## Task requirements
The lines below may contain the word "numbered". Please count those that do and give the number alone.

## Provided material

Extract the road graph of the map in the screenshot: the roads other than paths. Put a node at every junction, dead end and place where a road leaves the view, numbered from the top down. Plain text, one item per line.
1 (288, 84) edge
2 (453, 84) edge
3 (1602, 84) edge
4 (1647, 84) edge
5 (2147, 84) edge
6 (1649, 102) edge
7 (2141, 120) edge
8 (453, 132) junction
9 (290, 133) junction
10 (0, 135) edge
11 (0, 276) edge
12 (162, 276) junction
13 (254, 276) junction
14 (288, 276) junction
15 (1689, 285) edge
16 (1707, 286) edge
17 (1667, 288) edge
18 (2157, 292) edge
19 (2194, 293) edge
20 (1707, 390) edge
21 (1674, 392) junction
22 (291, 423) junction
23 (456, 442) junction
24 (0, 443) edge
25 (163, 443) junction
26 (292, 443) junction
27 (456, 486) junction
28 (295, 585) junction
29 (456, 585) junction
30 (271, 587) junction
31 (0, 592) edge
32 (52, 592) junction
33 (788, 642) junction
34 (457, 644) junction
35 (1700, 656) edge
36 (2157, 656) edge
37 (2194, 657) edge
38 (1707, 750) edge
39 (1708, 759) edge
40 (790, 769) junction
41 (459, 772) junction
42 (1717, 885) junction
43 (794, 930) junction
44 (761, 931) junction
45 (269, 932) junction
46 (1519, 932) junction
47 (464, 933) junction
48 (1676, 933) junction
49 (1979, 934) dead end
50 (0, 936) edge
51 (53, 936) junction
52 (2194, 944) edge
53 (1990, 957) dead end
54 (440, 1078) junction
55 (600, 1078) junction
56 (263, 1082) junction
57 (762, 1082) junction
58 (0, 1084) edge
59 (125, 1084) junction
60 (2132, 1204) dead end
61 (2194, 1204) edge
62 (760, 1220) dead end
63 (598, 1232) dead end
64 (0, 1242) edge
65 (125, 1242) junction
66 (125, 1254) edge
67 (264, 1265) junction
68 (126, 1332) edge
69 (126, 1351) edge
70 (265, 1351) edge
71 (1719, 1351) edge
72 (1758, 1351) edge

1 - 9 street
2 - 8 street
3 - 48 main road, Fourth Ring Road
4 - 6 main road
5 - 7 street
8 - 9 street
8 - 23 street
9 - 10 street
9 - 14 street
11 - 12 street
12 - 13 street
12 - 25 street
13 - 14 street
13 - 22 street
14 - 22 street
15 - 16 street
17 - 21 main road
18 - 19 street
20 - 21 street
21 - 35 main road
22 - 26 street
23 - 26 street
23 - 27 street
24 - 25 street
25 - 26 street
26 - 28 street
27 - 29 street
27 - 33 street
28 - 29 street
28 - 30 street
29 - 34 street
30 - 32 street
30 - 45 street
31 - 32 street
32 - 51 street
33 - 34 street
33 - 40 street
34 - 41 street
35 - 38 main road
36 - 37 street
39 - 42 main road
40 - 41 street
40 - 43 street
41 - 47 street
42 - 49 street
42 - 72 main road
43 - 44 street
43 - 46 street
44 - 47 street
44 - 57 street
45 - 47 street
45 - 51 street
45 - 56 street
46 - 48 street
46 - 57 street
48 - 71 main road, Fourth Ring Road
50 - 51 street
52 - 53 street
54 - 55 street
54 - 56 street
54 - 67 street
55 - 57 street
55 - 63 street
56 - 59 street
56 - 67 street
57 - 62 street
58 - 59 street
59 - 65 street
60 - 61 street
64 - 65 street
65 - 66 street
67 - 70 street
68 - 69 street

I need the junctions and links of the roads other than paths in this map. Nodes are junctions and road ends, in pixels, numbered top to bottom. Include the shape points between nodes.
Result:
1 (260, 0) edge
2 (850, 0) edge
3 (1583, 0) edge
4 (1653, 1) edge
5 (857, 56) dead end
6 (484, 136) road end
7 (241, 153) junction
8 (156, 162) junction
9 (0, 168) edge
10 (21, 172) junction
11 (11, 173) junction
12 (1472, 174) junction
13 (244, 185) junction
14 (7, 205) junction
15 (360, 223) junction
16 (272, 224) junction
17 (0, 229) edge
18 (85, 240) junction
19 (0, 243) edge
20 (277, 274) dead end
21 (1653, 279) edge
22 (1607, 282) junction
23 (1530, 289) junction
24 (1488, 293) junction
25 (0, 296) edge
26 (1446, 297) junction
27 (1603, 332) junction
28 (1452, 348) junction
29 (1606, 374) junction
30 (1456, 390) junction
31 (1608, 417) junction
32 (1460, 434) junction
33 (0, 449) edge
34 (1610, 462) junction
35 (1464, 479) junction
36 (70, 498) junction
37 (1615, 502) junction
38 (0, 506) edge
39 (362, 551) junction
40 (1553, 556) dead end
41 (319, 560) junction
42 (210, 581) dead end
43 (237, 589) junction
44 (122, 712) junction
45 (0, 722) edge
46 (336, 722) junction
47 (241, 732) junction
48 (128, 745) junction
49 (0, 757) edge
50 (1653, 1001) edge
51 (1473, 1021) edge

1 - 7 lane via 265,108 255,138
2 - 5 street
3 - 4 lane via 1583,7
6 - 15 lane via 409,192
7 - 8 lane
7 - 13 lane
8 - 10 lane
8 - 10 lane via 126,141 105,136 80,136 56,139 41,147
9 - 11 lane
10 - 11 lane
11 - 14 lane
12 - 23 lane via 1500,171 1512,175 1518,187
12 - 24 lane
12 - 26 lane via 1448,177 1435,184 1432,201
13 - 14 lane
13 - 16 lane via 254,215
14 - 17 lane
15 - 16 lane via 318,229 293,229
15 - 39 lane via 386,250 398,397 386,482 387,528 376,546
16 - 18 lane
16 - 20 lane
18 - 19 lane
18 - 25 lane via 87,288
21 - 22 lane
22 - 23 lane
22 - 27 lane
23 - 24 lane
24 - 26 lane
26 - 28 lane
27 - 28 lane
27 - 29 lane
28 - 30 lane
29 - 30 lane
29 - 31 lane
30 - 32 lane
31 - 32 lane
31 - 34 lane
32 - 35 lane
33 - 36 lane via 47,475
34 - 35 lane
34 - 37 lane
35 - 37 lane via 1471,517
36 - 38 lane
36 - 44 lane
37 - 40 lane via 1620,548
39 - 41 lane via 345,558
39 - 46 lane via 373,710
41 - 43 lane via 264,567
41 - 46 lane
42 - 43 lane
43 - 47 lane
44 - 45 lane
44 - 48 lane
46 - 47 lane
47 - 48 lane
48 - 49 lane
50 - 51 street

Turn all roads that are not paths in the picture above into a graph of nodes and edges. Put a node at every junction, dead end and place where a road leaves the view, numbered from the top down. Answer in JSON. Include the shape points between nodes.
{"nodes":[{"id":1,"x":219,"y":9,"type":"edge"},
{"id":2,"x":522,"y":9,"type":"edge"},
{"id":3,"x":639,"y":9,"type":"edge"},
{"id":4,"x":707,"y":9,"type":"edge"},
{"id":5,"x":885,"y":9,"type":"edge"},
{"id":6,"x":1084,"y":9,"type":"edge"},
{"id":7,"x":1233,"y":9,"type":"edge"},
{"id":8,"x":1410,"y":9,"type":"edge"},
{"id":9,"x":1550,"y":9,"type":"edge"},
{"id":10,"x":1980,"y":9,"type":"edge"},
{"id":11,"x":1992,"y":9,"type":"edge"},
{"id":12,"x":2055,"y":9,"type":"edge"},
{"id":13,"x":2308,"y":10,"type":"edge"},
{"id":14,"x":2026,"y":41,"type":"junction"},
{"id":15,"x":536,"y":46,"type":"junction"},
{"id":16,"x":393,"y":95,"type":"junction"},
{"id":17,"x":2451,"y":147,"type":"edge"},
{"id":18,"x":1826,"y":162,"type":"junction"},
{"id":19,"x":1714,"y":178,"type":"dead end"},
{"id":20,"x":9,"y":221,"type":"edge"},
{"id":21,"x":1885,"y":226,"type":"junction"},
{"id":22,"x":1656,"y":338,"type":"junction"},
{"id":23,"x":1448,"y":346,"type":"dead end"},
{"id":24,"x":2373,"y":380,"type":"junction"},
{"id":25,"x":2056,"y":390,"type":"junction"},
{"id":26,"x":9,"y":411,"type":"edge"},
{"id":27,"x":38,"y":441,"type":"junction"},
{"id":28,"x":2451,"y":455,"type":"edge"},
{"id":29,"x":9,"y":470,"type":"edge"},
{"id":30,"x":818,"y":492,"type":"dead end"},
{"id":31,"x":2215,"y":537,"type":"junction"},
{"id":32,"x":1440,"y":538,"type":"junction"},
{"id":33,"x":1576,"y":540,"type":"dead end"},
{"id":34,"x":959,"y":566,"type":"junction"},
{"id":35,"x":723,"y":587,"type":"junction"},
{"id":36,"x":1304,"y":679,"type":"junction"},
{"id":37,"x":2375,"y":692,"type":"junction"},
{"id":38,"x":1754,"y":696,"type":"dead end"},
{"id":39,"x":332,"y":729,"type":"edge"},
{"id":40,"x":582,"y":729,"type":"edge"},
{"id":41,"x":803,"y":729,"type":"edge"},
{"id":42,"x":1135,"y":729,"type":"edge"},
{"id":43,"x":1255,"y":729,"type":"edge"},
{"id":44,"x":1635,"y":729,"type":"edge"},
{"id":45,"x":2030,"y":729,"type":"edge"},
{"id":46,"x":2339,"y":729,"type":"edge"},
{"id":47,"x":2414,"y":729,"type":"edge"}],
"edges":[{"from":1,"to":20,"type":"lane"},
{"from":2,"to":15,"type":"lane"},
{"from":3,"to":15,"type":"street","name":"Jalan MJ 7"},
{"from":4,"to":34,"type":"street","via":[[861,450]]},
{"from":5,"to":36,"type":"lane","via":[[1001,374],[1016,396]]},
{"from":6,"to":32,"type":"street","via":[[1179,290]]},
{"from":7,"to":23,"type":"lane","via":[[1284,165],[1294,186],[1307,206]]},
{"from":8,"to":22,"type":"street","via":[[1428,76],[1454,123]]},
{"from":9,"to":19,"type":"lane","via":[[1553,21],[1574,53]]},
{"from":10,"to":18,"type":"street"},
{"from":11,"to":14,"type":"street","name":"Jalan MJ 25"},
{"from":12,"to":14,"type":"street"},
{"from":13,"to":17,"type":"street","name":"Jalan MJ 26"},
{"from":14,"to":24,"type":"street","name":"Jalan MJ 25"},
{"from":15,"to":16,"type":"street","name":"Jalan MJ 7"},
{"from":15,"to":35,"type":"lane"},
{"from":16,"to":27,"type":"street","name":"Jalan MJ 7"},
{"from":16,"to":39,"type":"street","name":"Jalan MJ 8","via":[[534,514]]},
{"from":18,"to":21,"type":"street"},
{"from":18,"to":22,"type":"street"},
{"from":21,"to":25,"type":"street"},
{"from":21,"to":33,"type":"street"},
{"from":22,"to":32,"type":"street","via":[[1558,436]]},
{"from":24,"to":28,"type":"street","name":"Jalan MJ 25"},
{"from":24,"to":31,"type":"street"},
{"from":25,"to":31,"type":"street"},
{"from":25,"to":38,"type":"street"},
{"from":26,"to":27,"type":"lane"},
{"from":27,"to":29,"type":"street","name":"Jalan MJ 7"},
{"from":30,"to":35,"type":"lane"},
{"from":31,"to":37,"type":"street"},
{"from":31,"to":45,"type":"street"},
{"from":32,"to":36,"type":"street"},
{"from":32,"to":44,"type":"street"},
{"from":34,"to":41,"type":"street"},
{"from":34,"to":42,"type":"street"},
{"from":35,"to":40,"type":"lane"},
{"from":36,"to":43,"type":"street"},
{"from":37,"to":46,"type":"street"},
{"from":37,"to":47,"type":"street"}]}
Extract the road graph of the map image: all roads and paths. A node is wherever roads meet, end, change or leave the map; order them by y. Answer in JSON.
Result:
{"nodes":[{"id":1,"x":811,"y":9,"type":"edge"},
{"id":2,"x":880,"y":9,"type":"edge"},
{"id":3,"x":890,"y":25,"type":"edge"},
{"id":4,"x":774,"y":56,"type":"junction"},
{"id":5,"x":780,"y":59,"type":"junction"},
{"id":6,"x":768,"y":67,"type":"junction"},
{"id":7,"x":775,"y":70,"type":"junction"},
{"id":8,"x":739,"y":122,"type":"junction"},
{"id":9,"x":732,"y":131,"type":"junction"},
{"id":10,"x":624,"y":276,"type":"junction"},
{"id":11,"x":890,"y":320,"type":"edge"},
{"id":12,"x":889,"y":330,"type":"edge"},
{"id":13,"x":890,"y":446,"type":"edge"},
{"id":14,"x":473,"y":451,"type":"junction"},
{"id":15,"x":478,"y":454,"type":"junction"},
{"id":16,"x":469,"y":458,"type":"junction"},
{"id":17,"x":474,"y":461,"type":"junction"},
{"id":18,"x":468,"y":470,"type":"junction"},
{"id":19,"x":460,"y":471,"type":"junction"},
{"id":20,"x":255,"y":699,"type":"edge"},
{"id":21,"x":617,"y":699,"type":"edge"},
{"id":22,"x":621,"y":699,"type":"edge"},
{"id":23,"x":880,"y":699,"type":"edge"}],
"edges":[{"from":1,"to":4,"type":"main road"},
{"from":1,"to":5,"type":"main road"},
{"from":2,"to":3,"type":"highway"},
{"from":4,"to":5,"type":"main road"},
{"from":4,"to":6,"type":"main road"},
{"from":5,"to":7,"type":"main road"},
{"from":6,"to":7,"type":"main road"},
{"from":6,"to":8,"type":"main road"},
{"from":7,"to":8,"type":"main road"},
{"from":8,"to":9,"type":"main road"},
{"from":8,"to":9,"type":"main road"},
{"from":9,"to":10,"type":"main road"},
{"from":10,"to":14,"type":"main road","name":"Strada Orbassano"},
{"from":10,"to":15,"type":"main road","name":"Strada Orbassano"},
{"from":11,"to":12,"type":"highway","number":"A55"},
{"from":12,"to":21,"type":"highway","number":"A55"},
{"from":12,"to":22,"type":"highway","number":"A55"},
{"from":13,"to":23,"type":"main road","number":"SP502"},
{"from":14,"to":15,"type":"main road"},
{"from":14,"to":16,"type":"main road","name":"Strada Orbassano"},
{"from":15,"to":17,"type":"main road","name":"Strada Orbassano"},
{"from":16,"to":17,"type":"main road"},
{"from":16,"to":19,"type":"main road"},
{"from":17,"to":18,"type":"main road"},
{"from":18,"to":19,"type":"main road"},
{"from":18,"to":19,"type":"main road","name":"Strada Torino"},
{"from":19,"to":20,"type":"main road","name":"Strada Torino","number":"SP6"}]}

## Task response
3